MichTex article was BS. Increasing taxes slows economic growth. Increasing taxes on the wealthy (ie those making over $100K per year) will not only slow the economy directly but will also slow the economy indirectly by taking money away from job creators. Furthermore, the gov't is inefficient so for every dollar taken from the wealthy, a large percentage is squandered and only a portion actually makes it to its intended purpose.
 
""MichTex article was BS. Increasing taxes slows economic growth. Increasing taxes on the wealthy (ie those making over $100K per year) will not only slow the economy directly but will also slow the economy indirectly by taking money away from job creators."

By "BS" do you mean something that wouldn't be aired on Fox News, Illogical or something that's too complicated for you to understand? If there is a fault in the logic and if, as you say, the wealty are "job creators" why isn't the land flowing in milk and honey since those folks have the most cash they have ever had? Maybe I'm dense, but I think he's right in contending middle class and working class folks create the demand that will drive and sustain the economy.
 
Should anonymous internet posters / political economic researchers / politicians have any say whatsoever in what a corporation does with its cash unless they are a shareholder? No.

Is the mere posting of the topic funny, in a Maxine Waters kind of way? Yes.
 
Should corporations hoard cash? I don't know and don't care. Corporations are run by people who should have the best interest of the company, employees and stockholders at the top of their priority. The government takes about 45% of my income in taxes in some form and I have no say in how they waste money. Why should anybody have a say in how a corporation handles its money as long as they follow the law and pay their share of taxes?

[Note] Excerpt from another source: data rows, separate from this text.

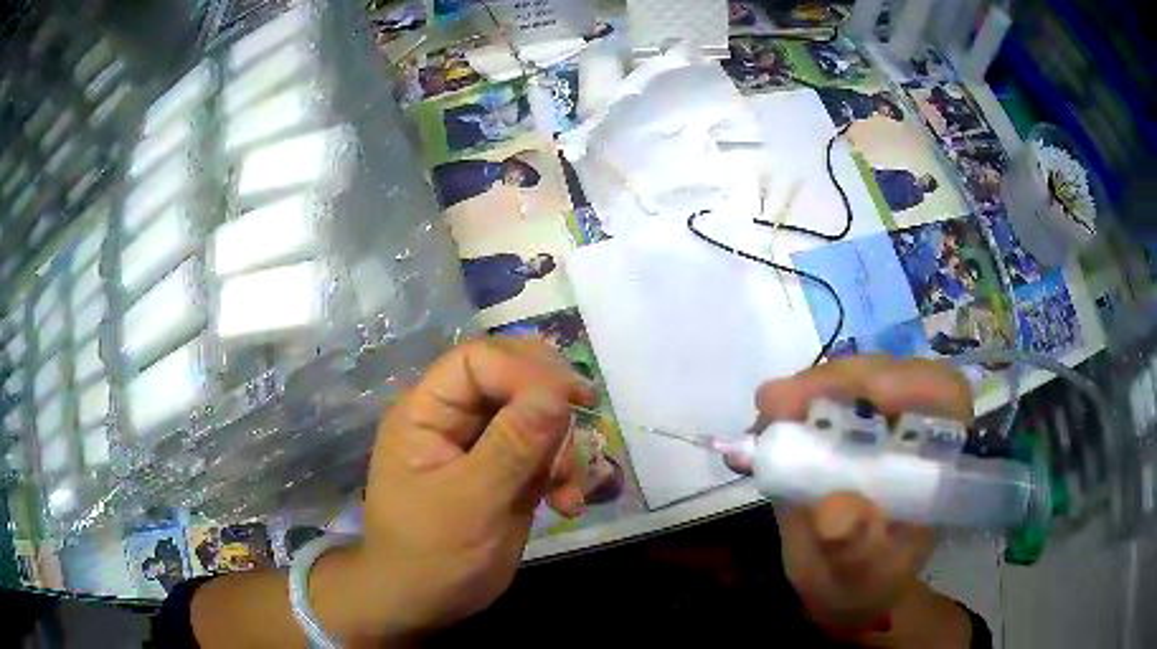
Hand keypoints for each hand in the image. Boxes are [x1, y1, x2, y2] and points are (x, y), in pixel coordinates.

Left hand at [322, 339, 596, 642]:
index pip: (478, 361)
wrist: (423, 603)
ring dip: (563, 447)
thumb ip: (512, 446)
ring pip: (536, 416)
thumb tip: (555, 392)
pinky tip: (568, 505)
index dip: (524, 372)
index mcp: (426, 412)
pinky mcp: (505, 473)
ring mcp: (482, 446)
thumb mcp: (470, 503)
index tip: (570, 401)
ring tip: (567, 490)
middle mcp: (454, 419)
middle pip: (512, 379)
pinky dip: (564, 472)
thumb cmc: (430, 554)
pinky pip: (544, 452)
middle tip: (586, 419)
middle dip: (551, 404)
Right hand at [753, 356, 972, 633]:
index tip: (861, 397)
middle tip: (777, 402)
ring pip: (860, 377)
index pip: (943, 395)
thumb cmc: (863, 587)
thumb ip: (855, 553)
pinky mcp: (853, 426)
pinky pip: (831, 396)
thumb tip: (834, 512)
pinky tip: (773, 420)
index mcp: (940, 465)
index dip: (906, 383)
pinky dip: (799, 401)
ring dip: (814, 388)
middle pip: (894, 373)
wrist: (848, 588)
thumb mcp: (858, 581)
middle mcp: (919, 431)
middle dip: (838, 382)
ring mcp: (886, 424)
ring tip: (771, 412)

I'm not sure what the point of this thread is. As americans, the answer seems obvious, For communists and socialists, I can see how this is a problem.
 
As I see it the point of the thread is tax policy. Is it a good idea to lower taxes on the wealthy as opposed to other ways to stimulate the economy? If you see getting more money into the hands of the wealthy as a moral imperitive and stimulating the economy as socialism, then I think the thread would be pointless. The fact that on this thread we're referencing an incredibly successful capitalist advocating ideas termed "BS" and "socialist" may mean some are unreceptive to input from folks who see things different. I contend that idiocy may one among many reasons peope see things differently than you as opposed to the only concevable one.

As I see it, the problem with the economy is jobs and middle/class, working-class spending power. Their per capita productivity is going up rapidly. Thier compensation not so much. The lack of capital spending, lending and investment opportunities is part of a downward cycle and government should be very interested in how to right the ship. Banks wisely don't lend money to people they aren't pretty sure are going to make money, but they can't expect to make money without taking on some risk. Hoarding may be a harsh term, but well-capitalized businesses are expanding less rapidly than we would like and the direct reason is that there aren't enough brave lenders. I have a friend, a very successful investor, who instead of putting money into stocks and bonds like she used to, is loaning it to successful restauanteurs who are giving her returns -- 12-16 percent -- in simple interest. She's a damned fine accountant and cautious by nature. She has looked at the books, and is very comfortable with the risk-reward ratio. She can't believe the guys she lending to can't get bank loans at great rates.

A tax policy that puts more money in the hands of people who eat out, upgrade their cars and housing and would like to be able to afford nicer vacations, curiously enough, would be good for banks and business, not to mention seniors who are trying to live off interest. We ought to be talking about ways to make that happen.